Restart/Reconnect containers connected via 'network_mode: service' automatically when main service is restarted

Question

Restart/Reconnect containers connected via 'network_mode: service' automatically when main service is restarted

DavHau opened this issue 6 years ago · 31 comments

Is your feature request related to a problem? Please describe.
When running the following docker-compose.yml:

version: "3.7"

services:
  
  mother:
    image: alpine
    command: "sleep 999999"
    restart: always

  child:
    image: alpine
    command: "sleep 888888"
    network_mode: "service:mother"

If the mother container is restarted for any reason (crash / manual restart), the child container loses its network forever.

$ docker-compose restart mother
$ docker-compose exec child ip a
1: lo: <LOOPBACK,UP,LOWER_UP> mtu 65536 qdisc noqueue state UNKNOWN qlen 1000
    link/loopback 00:00:00:00:00:00 brd 00:00:00:00:00:00
    inet 127.0.0.1/8 scope host lo
       valid_lft forever preferred_lft forever

The child container is fully disconnected from the world.
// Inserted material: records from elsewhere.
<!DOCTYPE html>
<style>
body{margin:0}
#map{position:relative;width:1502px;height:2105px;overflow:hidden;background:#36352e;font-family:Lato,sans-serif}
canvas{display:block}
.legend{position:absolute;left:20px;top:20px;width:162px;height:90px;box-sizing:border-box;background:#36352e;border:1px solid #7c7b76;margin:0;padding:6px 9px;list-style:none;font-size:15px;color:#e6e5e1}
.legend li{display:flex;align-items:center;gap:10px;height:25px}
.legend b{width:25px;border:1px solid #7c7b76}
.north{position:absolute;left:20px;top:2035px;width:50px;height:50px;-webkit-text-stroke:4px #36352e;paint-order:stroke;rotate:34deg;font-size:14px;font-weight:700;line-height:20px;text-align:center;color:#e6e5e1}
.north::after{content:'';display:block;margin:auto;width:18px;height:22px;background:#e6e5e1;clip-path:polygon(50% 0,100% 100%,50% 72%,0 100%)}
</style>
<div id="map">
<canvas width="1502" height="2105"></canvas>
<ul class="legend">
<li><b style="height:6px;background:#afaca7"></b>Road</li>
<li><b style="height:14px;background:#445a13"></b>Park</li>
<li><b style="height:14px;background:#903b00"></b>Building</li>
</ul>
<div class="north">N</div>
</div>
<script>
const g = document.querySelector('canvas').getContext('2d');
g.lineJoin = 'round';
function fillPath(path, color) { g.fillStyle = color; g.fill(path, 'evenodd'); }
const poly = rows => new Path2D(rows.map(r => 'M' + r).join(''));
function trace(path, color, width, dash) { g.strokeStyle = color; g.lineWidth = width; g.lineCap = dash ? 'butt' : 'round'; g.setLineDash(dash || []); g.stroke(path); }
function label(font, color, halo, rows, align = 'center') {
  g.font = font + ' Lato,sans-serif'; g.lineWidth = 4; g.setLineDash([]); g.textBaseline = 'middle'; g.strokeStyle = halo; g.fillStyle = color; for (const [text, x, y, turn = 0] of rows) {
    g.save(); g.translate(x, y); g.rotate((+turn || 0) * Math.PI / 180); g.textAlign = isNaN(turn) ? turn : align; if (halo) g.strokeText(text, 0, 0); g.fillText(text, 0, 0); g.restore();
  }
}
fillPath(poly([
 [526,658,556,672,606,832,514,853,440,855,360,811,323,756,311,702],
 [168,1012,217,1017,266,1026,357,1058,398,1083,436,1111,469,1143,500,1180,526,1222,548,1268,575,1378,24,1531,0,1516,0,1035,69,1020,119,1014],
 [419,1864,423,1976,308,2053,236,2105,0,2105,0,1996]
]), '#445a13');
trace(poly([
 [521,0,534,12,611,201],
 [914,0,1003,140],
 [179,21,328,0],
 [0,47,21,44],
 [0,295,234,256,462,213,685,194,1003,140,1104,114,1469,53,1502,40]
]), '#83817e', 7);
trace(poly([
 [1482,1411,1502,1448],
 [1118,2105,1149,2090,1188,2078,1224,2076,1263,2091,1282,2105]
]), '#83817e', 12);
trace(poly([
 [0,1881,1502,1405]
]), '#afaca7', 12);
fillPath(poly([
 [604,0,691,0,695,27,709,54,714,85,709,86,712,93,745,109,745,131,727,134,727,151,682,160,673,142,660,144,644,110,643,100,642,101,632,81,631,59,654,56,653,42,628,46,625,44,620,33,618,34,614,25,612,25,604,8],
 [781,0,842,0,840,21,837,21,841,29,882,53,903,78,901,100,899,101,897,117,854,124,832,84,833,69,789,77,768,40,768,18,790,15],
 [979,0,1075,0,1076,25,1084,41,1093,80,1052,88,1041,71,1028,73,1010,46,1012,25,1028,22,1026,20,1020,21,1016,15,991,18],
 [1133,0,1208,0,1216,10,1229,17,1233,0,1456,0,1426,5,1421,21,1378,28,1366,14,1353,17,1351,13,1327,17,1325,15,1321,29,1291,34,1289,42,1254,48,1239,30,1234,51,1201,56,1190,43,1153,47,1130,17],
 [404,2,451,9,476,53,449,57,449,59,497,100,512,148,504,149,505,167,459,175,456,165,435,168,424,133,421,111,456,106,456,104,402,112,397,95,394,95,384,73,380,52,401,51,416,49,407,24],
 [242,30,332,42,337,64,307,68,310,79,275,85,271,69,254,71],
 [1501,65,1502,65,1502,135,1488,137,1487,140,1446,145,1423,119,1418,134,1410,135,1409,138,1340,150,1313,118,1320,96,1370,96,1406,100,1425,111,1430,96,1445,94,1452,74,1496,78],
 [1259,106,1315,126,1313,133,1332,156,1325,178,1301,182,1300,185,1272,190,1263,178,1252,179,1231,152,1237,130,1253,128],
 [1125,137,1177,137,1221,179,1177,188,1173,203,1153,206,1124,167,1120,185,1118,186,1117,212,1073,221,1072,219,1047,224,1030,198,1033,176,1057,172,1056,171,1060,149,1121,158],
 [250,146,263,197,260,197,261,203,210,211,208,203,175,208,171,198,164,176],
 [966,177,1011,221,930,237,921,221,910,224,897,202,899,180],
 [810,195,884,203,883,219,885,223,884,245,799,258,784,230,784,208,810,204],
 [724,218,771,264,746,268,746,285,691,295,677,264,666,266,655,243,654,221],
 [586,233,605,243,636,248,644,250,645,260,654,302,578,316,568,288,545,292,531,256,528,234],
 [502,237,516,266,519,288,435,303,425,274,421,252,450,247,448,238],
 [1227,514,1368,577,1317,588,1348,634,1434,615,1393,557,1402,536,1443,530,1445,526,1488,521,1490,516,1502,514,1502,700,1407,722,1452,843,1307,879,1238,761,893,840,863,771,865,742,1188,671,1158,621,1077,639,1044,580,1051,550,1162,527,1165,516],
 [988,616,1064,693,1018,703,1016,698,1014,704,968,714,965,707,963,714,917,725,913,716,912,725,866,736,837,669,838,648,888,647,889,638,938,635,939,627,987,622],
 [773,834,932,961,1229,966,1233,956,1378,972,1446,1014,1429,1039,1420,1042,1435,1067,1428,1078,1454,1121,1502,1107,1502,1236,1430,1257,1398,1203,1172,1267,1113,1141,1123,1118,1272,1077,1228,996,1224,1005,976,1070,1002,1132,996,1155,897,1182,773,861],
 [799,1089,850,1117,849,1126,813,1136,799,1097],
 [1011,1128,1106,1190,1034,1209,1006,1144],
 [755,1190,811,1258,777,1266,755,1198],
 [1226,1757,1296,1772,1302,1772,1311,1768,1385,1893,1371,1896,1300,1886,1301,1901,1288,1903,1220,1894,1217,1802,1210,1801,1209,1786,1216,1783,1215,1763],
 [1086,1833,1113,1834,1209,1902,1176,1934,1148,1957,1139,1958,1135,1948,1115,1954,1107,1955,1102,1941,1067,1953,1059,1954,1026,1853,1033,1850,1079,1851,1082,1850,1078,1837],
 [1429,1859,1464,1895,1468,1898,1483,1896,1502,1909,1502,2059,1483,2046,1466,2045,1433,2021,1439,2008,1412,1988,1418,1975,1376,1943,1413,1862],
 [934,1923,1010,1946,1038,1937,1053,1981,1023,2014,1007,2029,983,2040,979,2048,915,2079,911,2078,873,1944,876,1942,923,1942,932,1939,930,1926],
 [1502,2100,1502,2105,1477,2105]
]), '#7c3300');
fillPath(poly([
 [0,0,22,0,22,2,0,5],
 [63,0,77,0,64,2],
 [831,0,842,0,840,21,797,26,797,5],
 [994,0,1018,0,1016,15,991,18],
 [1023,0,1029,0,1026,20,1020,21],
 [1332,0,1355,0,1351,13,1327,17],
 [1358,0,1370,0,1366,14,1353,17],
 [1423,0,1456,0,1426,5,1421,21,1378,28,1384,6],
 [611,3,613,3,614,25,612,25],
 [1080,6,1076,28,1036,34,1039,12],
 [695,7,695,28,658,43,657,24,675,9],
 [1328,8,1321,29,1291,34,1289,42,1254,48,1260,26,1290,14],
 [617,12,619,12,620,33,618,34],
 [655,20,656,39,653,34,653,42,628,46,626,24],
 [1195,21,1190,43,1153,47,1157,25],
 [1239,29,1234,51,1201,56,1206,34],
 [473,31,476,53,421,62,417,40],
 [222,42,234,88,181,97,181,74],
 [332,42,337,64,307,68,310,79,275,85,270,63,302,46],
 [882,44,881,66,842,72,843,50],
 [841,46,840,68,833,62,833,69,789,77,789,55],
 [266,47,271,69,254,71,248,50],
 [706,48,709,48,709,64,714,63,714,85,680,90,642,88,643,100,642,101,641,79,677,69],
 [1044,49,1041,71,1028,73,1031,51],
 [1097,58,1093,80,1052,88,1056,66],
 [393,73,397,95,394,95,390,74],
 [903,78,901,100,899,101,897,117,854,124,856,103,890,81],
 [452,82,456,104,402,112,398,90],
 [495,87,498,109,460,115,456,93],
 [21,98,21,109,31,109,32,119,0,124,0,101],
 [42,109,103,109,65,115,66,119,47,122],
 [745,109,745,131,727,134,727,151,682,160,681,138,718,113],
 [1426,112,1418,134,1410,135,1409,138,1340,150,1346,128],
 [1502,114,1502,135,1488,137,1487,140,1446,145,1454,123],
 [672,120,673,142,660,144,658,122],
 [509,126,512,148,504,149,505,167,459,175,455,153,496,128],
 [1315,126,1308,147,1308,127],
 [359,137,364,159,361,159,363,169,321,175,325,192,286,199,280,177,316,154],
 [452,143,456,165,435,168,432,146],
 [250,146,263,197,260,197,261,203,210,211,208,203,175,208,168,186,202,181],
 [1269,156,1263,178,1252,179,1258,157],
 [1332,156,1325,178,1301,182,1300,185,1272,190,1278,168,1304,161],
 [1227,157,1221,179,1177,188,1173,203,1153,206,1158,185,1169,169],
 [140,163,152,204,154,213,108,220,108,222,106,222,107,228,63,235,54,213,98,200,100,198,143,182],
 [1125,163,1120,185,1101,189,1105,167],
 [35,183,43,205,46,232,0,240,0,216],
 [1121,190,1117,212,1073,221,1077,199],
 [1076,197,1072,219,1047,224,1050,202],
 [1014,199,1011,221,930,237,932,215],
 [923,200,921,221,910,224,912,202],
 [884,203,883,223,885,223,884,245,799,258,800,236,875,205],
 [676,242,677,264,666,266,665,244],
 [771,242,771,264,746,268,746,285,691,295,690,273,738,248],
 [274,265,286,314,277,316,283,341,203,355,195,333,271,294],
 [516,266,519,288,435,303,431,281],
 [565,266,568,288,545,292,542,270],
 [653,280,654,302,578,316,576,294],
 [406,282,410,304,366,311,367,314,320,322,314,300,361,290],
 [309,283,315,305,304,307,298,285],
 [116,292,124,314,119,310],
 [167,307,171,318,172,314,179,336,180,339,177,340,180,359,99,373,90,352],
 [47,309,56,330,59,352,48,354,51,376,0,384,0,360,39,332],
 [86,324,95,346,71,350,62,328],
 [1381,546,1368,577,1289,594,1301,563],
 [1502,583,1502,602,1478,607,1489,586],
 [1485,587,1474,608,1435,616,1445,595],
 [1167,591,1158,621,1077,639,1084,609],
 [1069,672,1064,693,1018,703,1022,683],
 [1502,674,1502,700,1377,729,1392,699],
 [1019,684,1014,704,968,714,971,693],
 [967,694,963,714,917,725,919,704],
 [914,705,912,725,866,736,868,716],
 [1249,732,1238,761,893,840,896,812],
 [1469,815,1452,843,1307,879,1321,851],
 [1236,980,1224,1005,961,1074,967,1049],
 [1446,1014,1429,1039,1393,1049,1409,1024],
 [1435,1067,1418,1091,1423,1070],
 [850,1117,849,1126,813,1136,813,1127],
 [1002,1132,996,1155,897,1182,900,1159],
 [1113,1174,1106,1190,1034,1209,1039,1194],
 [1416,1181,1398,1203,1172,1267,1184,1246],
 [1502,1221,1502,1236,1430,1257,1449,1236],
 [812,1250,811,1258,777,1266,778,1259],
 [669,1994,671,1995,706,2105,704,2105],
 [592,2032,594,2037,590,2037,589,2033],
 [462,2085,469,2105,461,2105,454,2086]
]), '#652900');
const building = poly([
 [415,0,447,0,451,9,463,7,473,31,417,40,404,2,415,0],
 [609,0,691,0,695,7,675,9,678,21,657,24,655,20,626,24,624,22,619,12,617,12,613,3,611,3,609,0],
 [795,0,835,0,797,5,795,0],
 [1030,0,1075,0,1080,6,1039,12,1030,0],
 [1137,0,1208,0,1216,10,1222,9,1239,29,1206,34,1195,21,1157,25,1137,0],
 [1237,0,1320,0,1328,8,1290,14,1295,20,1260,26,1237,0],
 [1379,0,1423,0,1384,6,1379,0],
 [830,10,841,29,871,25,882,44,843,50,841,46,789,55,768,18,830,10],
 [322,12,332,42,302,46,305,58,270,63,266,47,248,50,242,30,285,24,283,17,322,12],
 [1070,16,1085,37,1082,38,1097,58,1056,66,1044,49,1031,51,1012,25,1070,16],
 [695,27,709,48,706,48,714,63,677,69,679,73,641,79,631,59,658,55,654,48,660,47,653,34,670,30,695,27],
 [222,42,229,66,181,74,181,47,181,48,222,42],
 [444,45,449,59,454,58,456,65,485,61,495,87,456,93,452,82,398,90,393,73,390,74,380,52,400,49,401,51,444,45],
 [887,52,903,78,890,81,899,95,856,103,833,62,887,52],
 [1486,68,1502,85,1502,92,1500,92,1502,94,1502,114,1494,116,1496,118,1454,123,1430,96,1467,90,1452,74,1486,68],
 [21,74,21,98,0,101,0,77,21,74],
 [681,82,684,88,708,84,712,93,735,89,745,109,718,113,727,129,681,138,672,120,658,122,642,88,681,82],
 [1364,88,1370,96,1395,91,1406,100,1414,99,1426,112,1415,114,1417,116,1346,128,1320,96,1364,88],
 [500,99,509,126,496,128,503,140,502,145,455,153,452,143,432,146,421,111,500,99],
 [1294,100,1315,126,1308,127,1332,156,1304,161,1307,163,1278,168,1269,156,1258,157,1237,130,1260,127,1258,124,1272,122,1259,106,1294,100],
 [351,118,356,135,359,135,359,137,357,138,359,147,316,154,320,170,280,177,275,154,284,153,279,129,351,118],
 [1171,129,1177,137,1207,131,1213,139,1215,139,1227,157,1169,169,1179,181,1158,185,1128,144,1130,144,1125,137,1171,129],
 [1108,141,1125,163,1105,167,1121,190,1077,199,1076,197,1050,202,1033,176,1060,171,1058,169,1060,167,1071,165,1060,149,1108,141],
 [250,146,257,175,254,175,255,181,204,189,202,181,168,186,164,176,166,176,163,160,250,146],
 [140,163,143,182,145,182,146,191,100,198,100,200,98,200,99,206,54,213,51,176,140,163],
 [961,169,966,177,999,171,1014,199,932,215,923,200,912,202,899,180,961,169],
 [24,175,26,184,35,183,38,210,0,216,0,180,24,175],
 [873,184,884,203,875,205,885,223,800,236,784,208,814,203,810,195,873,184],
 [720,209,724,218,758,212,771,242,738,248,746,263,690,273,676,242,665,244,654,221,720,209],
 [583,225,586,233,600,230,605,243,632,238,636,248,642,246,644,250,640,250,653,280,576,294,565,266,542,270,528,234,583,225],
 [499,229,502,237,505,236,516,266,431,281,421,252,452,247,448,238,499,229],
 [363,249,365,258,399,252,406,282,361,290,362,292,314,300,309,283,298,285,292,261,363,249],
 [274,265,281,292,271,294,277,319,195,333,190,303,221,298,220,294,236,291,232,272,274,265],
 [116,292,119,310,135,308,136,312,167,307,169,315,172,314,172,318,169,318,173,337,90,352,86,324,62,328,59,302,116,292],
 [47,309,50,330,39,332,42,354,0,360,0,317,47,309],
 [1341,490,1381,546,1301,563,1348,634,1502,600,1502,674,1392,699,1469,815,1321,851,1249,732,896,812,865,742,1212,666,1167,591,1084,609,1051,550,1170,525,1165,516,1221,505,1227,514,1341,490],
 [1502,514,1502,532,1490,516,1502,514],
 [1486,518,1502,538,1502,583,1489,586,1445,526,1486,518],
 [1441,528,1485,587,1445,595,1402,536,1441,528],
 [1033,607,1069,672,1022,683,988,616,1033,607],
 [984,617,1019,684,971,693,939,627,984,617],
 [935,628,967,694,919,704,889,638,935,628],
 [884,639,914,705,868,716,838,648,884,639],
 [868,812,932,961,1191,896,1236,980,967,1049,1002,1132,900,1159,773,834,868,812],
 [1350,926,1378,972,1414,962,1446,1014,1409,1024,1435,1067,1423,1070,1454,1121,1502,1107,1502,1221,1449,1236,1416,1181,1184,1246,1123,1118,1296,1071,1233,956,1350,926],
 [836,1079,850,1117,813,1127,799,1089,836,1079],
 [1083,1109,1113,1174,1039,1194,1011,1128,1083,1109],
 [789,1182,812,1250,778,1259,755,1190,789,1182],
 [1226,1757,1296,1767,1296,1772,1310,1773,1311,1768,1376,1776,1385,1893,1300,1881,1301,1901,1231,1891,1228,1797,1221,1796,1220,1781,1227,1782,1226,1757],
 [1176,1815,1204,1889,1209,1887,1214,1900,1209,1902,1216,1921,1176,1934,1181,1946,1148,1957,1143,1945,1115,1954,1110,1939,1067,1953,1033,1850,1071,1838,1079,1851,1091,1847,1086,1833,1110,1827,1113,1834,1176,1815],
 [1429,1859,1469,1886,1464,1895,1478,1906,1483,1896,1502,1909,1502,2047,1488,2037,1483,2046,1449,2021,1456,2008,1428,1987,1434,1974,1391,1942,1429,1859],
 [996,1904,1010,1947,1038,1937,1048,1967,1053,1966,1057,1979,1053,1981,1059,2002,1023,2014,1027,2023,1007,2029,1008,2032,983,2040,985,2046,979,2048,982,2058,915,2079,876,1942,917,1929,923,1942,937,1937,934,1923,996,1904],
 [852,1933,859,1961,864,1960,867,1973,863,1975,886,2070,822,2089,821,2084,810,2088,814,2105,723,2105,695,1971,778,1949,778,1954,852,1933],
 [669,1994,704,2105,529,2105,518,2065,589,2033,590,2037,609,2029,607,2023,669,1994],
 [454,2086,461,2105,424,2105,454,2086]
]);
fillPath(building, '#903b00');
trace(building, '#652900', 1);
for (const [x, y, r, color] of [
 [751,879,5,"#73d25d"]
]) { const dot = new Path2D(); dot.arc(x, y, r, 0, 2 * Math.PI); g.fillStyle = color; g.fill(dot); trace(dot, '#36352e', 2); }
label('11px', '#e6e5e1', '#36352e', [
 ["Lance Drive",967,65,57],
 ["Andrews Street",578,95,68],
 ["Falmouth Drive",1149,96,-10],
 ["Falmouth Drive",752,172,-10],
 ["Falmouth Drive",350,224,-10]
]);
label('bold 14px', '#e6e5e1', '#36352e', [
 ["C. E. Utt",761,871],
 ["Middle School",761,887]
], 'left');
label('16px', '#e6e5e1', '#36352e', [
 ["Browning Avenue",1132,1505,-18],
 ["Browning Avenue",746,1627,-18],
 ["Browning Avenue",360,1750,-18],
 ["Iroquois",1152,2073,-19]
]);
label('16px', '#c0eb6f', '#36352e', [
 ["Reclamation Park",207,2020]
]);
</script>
It will not reattach to mother's network. It will be unable to communicate with other containers and the internet. Does it make any sense at all to continue running the child container in this state?

Describe the solution you'd like
Whenever a service is restarted which has other services connected to it via 'network_mode: service', then reconnect those other services or restart them if reconnecting is technically unfeasible.

Describe alternatives you've considered
A workaround using a healthcheck and autoheal is described here: #6329 (comment)

In discussions of other issues related to 'network_mode: service' it is suggested to use a user defined network instead. But as far as i know there are container compositions which require 'network_mode: service', for example when putting multiple containers behind a vpn. Please correct me if I'm wrong.

gionag commented a year ago

+1

Answer 1 · 2019-10-09T19:55:46.000Z

This issue has been automatically marked as stale because it has not had recent activity. It will be closed if no further activity occurs. Thank you for your contributions.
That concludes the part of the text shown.